The announcement is part of the MTA's years-long push to bring wireless connectivity to all the city's underground subway tunnels.

Screen time is about to shoot up for G train riders.
The Crosstown Line could go online later this year.
Riders on the northern half of the G train between Court Square and Hoyt-Schermerhorn will get 5G cell service as early as the fall, MTA officials announced Wednesday.
The MTA also aims to bring internet and phone connectivity to the East River tunnel that carries the 4 and 5 line between Lower Manhattan and Brooklyn by the end of the year, officials said.

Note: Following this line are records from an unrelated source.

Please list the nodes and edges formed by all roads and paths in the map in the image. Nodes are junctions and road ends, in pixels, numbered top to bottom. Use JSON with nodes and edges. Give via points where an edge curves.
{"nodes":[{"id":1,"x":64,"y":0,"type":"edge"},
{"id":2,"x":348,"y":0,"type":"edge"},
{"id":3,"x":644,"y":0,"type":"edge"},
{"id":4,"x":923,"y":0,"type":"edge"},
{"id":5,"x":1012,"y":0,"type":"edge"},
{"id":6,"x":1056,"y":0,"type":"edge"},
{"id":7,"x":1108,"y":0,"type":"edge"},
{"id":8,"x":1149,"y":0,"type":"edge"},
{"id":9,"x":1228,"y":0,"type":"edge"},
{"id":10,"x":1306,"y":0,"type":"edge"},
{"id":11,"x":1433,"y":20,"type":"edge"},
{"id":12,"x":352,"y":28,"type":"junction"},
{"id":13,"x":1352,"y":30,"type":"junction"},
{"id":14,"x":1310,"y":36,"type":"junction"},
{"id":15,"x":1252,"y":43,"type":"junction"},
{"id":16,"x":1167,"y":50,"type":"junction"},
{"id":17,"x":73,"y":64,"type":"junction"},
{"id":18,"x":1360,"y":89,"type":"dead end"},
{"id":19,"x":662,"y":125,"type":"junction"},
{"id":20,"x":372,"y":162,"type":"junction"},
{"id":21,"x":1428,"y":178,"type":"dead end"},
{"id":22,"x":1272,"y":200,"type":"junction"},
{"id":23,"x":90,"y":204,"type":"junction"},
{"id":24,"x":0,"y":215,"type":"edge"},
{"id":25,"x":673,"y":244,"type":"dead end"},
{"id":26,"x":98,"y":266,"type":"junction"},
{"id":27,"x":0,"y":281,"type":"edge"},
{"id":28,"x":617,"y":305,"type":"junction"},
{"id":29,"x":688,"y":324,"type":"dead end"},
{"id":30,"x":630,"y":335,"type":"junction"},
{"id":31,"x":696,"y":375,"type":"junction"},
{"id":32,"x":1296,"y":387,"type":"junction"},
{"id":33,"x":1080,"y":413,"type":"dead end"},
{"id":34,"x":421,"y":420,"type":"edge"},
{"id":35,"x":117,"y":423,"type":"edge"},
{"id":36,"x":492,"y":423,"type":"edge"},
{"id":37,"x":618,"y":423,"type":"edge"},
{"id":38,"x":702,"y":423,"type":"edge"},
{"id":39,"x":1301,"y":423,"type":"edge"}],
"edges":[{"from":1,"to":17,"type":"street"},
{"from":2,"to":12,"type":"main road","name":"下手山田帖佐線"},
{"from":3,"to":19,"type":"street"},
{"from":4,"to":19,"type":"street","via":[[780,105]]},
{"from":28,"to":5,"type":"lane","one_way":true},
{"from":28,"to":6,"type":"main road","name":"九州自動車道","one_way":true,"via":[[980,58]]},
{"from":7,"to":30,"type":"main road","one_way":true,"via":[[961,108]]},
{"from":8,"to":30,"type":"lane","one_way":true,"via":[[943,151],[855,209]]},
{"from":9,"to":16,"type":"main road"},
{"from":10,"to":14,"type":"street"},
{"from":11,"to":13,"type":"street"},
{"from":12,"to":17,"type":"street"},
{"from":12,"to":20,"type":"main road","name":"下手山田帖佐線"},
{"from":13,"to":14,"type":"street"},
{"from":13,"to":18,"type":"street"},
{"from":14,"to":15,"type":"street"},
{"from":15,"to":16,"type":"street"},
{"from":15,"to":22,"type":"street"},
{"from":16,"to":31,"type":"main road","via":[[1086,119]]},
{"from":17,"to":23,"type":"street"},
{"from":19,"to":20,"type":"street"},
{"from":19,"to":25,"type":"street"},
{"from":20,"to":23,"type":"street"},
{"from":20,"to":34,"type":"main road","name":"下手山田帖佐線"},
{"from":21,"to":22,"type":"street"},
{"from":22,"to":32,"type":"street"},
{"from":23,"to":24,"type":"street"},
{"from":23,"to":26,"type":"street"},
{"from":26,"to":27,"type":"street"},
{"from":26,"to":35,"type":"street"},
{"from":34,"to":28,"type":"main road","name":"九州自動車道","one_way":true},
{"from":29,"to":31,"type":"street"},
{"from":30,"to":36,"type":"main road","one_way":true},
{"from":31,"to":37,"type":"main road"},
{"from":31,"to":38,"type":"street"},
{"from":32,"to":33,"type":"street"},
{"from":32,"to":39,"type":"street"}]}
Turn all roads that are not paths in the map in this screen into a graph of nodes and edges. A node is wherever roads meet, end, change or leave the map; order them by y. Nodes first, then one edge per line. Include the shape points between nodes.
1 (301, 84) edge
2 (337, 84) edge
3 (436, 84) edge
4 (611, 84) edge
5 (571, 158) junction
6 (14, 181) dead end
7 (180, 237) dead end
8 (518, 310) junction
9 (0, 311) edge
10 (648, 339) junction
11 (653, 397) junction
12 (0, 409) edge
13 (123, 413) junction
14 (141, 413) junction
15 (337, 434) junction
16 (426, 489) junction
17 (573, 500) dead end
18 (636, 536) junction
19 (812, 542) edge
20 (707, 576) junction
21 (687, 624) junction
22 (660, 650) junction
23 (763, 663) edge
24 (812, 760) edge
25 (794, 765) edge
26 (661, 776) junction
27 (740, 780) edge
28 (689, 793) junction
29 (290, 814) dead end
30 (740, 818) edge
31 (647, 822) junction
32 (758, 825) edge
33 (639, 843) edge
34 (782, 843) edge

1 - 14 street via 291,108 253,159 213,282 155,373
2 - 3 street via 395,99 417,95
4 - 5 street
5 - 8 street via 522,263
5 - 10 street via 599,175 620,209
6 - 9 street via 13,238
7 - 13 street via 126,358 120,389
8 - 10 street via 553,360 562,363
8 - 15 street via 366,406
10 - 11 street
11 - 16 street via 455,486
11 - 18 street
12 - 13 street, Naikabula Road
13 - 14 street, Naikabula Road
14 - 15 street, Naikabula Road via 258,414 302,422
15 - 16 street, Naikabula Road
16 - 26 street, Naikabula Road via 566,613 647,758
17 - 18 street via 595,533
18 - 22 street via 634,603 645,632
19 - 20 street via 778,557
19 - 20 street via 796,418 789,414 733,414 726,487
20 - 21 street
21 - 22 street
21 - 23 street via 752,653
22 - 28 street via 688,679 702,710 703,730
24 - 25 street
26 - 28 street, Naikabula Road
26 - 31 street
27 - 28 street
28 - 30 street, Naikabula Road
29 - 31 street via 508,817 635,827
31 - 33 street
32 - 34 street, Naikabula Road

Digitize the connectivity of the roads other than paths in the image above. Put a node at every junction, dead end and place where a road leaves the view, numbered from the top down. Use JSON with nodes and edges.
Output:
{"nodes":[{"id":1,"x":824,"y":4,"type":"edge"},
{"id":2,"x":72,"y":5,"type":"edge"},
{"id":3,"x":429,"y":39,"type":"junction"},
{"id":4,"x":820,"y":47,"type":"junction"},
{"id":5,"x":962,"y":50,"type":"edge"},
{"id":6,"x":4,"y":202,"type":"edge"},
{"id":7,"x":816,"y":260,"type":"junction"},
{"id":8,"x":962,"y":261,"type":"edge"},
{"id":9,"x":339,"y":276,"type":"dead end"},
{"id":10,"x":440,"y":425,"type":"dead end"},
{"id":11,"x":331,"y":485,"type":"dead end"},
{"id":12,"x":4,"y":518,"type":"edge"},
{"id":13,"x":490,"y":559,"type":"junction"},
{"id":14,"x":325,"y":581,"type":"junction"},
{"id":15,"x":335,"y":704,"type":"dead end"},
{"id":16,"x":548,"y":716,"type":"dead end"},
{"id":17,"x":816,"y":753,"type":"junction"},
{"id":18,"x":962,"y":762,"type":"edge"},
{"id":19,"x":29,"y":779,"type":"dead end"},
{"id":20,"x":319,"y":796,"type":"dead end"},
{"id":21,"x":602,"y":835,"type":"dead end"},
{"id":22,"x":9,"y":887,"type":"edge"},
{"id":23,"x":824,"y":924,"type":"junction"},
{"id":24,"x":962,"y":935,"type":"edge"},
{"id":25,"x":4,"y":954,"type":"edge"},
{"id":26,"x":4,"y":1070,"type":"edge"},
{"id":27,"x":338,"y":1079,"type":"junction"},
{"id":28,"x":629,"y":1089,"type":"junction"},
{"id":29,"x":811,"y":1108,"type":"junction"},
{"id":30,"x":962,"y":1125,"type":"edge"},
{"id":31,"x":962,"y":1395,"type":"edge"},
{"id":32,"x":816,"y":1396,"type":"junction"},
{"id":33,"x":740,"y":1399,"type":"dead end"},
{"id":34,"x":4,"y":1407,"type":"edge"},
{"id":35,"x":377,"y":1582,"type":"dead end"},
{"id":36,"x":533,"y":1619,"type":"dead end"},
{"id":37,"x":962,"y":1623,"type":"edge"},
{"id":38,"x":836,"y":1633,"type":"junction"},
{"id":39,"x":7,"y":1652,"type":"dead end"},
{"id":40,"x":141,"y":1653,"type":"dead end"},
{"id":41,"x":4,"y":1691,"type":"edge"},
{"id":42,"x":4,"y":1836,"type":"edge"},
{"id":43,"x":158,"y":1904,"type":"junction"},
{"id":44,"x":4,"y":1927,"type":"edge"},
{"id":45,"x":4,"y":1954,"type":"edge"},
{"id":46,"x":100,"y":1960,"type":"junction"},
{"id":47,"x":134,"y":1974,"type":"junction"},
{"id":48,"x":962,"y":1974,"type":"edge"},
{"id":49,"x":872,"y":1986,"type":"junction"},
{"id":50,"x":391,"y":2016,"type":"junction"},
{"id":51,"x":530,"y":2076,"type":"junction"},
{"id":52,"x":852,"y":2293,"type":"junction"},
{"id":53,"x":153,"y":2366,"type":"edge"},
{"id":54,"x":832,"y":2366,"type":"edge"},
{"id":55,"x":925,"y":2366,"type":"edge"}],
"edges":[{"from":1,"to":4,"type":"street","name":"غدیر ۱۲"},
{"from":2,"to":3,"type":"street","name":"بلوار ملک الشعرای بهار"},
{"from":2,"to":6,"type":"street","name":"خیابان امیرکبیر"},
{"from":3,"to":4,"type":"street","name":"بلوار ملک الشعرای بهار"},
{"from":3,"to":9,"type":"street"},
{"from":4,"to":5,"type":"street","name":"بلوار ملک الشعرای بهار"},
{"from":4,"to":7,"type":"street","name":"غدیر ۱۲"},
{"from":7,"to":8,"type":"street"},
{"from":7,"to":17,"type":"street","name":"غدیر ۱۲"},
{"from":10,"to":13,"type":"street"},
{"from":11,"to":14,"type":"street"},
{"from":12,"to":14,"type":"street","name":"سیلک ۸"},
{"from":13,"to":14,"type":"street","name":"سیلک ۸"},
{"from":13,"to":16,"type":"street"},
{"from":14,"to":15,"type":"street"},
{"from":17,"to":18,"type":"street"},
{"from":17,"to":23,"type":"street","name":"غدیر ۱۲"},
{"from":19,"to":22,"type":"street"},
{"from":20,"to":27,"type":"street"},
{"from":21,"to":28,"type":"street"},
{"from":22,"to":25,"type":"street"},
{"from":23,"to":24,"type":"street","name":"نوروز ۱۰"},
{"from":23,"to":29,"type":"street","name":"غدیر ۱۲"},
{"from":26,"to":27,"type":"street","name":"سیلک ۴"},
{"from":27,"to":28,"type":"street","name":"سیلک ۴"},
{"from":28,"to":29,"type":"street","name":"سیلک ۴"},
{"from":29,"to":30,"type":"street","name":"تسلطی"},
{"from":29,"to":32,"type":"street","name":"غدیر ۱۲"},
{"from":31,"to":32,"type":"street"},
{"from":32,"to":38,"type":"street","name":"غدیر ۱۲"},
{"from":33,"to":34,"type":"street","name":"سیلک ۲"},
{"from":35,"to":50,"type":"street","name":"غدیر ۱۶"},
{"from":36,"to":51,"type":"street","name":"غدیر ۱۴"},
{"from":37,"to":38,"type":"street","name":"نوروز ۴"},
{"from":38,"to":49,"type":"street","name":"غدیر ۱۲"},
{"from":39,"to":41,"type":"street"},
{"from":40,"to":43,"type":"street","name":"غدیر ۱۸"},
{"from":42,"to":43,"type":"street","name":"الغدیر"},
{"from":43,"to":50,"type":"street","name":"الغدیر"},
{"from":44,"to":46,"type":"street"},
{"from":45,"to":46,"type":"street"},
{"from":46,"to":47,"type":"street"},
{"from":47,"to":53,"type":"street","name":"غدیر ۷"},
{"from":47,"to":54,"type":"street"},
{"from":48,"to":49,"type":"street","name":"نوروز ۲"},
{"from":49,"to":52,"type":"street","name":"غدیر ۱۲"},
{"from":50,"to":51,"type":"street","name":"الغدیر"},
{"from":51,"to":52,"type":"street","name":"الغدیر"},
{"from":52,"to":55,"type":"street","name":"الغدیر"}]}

It’s the latest step in the transit agency’s yearslong push to install wireless networks along the city’s 418 miles of underground subway tracks. Transit officials reported the full rollout will cost $600 million, which will be covered by the company Boldyn Networks.
Under the agreement with the MTA, Boldyn will keep any revenue made off the wireless network.
The installation of subterranean cell service, which was announced in 2022, has been a slow but gradual process for the MTA and Boldyn.
Officials previously said all the city’s subway tunnels would get wireless connectivity by 2032. But the network now covers just a small fraction of the system that includes the 42nd Street Shuttle between Times Square and Grand Central Terminal, and the Canarsie tunnel used by the L train between Manhattan and Brooklyn.
Jessica Mathew, the MTA's senior vice president of capital strategy, did not say during a board meeting on Wednesday whether the agency was on track to meet the 2032 deadline. She said the equipment needed to run internet service in the tunnels would be installed while the agency closes tracks for other construction work.
“Implementation is dependent on Boldyn getting track access for their buildout, which we all know is tough on our subways,” Mathew said. “So we’ve been identifying synergies with capital projects across the system.”
Last summer, the MTA shut down service on sections of the G train to install a modern signal system called communications-based train control on the line. Officials said Boldyn’s contractors installed equipment to launch cell service on the northern half of the line during that outage.
MTA officials on Wednesday said sections of the A and C lines would be next to get cell service, noting internet cables would be installed while the agency upgrades subway signals on the tracks as part of the agency’s upcoming five-year construction plan.
Wireless internet and cell service first came to the subway system in 2011, when the MTA launched Wi-Fi on six subway station platforms. Before then, riders had no way to communicate with the outside world while they remained underground.
Cell service has since been expanded to all 281 underground subway stations.